La Pologne vire au brun

par Europeus
mercredi 10 mai 2006

Entendez-vous le silence assourdissant qui a accueilli l’entrée au gouvernement polonais dirigé par Kazimierz Marcinkiewicz des populistes anti-libéraux de Samoobrona (Autodéfense) et de l’extrême droite ultra-catholique et antisémite de la Ligue des familles polonaises, dont les chefs sont même promus au rang de « vice-Premier ministre » ? Andrzej Lepper, le leader d’Autodéfense, hérite du portefeuille de l’agriculture alors que Roman Giertych pourra façonner les têtes polonaises à l’éducation... Où sont les protestations indignées de nos politiques et intellectuels européens de tous bords qui avaient conspué l’entrée au gouvernement autrichien du FPÖ de Jorg Haider en 2000 ? Stefan Meller, un universitaire sans parti, qui a démissionné de son poste de ministre des affaires étrangères pour protester contre cette alliance, doit se sentir bien seul. C’est déjà un silence de même qualité qui avait été réservé à l’annonce, le 2 février dernier, du « soutien sans participation » accordé au gouvernement conservateur de Droit et justice. Seuls les médias semblent s’émouvoir de ce qui se passe dans la patrie des « plombiers polonais »...

Ce virage vers la droite extrême d’un grand Etat membre de l’Union de près de 40 millions d’habitants est pourtant préoccupant pour les « valeurs européennes » (démocratie, justice, tolérance, antiracisme, etc.), qui sont la marque de fabrique de la construction européenne et que nous prétendons exporter vers le reste du monde. Mais, à bien y regarder, ce silence gêné peut se comprendre : depuis 2000, une bonne partie de l’Union semble gagnée par cette idéologie brune, mélange détonant de xénophobie et d’antilibéralisme : la France bien sûr, où l’extrême droite, comme le rappelle mon confrère Gilles Delafon du Journal du dimanche, a réalisé un score, au premier tour de l’élection présidentielle de 2002, de 19,2%, soit à peu près le chiffre obtenu par Samoobrona et la Ligue des Familles. Au Danemark, en Italie (où Berlusconi associé à la Ligue du Nord et à l’extrême droite n’a perdu que de très peu), en Belgique (où le Vlaams Belang va sans doute devenir le premier parti de Flandre), en Norvège (hors Union, mais proche de nous), et même en Grande-Bretagne, des partis fascistes ou néo-fascistes consolident, élection après élection, leur implantation.

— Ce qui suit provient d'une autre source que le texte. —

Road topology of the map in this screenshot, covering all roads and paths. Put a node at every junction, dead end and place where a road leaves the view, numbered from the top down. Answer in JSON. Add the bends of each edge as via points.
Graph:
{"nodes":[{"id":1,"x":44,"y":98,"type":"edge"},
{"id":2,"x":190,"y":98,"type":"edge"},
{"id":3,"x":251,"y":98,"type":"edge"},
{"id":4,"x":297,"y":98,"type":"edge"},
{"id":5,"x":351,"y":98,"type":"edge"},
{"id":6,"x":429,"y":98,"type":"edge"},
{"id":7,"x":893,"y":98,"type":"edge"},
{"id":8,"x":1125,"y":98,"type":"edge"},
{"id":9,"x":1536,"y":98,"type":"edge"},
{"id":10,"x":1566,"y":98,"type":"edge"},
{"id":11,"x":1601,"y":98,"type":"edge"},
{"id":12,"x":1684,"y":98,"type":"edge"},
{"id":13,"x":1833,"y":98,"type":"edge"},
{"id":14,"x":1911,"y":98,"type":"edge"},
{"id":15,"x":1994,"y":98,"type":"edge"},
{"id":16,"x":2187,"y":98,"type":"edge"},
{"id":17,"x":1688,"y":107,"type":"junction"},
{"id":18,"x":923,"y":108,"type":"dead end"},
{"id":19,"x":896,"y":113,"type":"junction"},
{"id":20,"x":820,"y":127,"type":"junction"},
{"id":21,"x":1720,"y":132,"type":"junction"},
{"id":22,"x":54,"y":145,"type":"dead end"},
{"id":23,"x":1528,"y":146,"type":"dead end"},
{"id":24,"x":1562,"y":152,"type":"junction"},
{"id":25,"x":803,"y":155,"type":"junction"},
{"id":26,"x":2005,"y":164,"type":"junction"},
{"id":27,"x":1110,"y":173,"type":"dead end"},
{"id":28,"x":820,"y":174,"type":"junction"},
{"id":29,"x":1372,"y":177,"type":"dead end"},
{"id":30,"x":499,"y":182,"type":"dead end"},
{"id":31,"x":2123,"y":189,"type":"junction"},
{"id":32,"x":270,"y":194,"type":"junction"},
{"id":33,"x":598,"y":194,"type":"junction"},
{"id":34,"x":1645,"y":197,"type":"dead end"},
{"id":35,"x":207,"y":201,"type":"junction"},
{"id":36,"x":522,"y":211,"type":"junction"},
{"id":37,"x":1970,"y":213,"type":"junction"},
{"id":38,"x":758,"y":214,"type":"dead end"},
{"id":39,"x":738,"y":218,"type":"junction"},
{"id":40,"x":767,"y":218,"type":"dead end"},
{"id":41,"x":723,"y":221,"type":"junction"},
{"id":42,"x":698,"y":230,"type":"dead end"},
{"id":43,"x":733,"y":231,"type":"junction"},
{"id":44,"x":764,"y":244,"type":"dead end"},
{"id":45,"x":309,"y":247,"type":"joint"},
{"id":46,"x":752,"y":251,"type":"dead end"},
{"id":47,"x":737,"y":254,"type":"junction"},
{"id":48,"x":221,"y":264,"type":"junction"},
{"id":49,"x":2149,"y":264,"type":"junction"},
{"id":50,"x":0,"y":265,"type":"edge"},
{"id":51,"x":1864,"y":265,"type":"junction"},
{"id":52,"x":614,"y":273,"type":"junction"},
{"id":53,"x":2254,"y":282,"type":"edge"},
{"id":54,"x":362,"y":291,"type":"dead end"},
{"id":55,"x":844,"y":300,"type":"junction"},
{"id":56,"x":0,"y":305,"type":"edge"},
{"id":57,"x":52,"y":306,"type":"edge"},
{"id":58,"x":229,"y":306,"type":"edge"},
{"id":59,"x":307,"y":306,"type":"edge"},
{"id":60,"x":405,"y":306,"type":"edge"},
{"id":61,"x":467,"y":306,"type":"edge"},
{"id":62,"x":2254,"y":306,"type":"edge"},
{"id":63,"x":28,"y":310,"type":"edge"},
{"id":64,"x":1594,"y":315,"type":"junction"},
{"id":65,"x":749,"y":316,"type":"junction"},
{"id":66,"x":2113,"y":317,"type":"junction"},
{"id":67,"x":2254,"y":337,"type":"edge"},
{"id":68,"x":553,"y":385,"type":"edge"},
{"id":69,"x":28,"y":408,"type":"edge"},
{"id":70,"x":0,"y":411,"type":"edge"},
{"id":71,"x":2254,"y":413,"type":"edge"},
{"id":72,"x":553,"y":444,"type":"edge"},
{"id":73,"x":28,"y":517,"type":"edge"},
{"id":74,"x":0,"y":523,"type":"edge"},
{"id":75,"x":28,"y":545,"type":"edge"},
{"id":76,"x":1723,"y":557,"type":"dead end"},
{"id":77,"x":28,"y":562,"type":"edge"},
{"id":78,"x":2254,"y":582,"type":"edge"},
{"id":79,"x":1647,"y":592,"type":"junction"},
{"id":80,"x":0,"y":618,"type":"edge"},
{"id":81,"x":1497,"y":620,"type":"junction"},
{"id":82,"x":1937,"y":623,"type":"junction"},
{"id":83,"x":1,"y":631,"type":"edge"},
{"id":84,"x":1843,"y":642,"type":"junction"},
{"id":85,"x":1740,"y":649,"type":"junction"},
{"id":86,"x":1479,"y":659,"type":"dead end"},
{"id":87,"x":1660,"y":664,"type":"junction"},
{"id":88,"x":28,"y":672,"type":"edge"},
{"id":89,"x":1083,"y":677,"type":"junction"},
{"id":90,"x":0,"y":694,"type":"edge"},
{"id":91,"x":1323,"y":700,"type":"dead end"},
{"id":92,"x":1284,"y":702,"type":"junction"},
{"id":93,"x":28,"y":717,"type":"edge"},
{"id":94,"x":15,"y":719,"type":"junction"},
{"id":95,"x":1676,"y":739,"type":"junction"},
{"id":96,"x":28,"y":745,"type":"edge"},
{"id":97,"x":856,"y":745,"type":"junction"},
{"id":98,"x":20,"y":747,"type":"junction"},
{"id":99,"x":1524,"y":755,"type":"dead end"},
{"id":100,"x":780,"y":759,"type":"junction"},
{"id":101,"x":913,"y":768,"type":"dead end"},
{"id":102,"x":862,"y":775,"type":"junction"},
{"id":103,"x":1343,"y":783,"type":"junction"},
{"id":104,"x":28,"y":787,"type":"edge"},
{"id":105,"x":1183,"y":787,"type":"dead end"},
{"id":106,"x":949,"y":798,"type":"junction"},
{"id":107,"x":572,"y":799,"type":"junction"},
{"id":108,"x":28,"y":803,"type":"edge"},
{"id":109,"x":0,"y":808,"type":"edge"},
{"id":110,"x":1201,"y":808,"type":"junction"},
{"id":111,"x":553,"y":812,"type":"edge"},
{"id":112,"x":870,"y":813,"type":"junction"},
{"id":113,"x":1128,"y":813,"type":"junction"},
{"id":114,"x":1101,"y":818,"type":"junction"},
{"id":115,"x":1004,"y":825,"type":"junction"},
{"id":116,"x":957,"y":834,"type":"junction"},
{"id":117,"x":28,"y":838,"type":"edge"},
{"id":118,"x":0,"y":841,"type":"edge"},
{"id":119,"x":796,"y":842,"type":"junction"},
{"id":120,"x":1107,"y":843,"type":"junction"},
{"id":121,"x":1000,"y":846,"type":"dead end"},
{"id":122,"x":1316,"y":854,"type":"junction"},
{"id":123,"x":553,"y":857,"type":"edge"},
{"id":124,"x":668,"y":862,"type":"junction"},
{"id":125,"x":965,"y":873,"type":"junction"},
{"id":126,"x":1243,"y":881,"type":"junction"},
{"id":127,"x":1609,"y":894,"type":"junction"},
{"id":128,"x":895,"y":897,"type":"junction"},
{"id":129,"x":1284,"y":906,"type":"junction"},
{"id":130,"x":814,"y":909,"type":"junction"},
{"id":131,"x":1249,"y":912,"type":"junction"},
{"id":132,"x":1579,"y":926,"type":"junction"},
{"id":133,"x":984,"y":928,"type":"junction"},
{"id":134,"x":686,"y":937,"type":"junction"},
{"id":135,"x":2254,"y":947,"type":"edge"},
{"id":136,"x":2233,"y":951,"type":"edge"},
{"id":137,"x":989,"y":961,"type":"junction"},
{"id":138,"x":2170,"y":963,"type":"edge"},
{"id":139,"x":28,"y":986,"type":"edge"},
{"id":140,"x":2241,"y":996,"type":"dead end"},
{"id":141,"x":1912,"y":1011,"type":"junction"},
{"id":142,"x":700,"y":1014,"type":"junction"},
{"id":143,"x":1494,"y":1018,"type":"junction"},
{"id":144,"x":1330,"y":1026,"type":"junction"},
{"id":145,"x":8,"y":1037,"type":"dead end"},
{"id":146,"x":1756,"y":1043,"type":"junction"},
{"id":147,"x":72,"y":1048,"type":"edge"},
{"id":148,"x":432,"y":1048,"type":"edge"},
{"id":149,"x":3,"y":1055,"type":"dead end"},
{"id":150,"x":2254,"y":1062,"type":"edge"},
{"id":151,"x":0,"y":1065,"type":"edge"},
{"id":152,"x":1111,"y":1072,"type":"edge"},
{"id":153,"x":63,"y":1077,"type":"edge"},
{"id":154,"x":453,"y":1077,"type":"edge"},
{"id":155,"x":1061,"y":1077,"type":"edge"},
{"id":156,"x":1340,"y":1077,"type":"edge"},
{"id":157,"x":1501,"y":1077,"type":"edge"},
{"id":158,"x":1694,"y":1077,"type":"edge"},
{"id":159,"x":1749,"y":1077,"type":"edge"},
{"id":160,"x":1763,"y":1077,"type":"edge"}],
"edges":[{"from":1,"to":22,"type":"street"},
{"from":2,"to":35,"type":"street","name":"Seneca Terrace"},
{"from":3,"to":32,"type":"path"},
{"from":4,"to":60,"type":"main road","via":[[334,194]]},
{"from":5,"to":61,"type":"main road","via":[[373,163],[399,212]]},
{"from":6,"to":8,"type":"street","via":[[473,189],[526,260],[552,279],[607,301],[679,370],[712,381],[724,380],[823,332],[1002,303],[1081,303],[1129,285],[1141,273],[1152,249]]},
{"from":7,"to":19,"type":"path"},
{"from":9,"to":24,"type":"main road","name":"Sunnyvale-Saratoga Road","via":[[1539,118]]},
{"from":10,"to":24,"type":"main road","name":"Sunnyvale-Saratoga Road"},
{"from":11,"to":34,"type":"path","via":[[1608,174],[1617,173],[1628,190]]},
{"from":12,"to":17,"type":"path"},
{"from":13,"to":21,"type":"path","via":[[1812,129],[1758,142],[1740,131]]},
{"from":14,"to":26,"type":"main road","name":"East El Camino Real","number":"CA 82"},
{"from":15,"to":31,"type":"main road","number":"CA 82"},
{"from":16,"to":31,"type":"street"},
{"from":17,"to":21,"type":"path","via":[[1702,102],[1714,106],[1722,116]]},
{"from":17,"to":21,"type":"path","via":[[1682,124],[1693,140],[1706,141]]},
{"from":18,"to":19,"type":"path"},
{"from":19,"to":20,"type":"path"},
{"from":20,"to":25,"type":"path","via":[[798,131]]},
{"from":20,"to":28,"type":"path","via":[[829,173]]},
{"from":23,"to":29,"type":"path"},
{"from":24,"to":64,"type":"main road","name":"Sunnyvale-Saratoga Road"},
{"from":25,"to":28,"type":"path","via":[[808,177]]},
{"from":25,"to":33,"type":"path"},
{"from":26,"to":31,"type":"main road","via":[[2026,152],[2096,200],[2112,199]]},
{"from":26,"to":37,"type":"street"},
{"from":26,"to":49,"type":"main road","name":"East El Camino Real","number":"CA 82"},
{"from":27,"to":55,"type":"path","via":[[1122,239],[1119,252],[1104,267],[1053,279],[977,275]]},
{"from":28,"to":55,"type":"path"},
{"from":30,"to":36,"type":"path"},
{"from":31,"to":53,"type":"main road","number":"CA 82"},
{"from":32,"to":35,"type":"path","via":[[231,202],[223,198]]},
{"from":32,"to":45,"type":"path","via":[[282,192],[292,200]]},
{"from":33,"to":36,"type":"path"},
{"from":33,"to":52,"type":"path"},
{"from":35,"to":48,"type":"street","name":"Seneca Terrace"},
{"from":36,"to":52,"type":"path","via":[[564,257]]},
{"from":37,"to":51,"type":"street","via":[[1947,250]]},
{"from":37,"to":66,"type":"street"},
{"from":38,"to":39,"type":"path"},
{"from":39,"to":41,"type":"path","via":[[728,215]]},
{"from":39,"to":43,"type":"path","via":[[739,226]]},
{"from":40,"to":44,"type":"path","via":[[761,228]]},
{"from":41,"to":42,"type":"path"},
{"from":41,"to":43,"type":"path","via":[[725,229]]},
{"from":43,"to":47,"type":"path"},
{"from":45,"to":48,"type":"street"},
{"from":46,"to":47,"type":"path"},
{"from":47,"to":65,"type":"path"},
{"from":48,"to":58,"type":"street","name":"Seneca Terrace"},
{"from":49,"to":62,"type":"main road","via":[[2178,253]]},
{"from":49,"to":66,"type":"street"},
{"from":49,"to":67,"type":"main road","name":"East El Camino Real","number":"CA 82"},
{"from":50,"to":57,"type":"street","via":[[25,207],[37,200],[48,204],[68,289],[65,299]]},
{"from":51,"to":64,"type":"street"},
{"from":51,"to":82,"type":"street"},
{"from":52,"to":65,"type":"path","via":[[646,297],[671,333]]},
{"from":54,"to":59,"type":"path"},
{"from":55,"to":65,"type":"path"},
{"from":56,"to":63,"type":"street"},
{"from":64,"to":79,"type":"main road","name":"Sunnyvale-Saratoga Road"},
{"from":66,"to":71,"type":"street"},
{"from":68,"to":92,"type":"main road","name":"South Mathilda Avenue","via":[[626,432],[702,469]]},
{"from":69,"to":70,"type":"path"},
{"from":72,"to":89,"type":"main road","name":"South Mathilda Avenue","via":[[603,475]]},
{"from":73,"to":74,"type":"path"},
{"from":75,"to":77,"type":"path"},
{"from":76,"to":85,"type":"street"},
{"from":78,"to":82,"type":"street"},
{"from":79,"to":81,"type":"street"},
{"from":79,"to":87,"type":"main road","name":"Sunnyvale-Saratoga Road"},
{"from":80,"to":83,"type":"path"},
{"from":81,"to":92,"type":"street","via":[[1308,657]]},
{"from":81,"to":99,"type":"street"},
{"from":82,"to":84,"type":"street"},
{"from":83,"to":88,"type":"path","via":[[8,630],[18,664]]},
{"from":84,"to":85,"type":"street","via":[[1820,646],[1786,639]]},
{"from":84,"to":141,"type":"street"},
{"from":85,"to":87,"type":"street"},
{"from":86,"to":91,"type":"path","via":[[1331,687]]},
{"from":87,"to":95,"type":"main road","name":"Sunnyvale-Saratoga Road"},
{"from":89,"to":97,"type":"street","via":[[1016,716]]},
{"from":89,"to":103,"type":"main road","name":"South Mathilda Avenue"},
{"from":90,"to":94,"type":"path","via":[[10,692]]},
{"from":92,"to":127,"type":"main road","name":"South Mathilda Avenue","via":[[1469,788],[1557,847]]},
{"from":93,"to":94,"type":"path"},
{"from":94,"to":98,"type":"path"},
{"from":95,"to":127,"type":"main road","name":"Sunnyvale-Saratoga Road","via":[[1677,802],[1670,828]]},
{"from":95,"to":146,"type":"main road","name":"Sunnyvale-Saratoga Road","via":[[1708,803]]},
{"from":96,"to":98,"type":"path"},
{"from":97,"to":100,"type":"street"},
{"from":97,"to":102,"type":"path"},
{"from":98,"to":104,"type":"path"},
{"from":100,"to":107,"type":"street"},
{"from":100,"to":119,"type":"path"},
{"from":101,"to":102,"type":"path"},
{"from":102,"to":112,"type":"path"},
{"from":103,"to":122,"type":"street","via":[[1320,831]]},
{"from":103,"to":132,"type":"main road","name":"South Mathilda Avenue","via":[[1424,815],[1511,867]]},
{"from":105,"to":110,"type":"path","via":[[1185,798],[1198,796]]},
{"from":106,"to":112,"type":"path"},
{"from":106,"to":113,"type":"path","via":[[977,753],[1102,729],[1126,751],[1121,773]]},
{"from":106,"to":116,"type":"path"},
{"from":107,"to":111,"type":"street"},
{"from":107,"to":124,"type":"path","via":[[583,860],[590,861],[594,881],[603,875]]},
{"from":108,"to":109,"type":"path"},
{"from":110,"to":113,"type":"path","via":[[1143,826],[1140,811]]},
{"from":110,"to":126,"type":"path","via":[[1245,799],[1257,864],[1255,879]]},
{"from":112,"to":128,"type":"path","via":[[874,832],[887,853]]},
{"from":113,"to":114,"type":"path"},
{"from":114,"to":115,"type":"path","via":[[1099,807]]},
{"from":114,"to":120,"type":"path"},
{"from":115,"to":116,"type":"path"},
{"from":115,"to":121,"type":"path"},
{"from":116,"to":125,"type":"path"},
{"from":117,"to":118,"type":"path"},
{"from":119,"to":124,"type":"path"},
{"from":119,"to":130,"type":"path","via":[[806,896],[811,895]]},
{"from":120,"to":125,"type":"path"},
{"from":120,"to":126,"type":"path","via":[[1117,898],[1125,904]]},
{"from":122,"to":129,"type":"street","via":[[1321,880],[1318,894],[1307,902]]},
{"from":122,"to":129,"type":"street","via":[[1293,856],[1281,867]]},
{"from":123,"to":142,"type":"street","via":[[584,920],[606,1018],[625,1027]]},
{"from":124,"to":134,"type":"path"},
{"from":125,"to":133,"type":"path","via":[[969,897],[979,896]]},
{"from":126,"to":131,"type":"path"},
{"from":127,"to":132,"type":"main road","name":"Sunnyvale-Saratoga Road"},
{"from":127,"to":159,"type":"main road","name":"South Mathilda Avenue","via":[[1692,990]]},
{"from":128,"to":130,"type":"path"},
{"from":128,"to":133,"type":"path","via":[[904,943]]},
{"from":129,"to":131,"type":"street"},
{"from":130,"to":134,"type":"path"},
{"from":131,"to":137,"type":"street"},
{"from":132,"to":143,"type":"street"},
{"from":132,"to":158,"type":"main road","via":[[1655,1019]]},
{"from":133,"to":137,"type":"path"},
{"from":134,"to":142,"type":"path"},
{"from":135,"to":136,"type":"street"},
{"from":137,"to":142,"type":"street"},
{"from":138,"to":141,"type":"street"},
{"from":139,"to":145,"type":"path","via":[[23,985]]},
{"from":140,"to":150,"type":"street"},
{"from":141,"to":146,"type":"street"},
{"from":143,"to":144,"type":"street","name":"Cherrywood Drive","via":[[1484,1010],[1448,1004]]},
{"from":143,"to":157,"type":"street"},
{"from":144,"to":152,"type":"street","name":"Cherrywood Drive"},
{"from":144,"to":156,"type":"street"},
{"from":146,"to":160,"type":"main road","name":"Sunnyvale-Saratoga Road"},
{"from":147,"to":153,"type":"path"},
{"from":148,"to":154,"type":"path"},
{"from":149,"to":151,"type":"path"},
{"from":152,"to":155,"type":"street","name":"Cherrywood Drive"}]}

Et là où l’on peut s’inquiéter, c’est lorsque l’on voit une partie de la gauche de la gauche (notamment en France) jouer avec les mêmes thèmes souverainistes et antilibéraux (voir mon post sur le social-souverainisme), comme on a pu le constater à l’occasion du référendum sur le projet de Constitution européenne (toujours ce fameux « plombier polonais »). Il n’y a que les démocraties récentes (Espagne, Portugal, Grèce) ainsi que l’Allemagne qui semblent immunisées contre ce virus brun qui gagne les esprits, mais aussi les élections. Preuve, s’il en est, que la démocratie, comme la paix, est un acquis qu’il faut défendre pied à pied.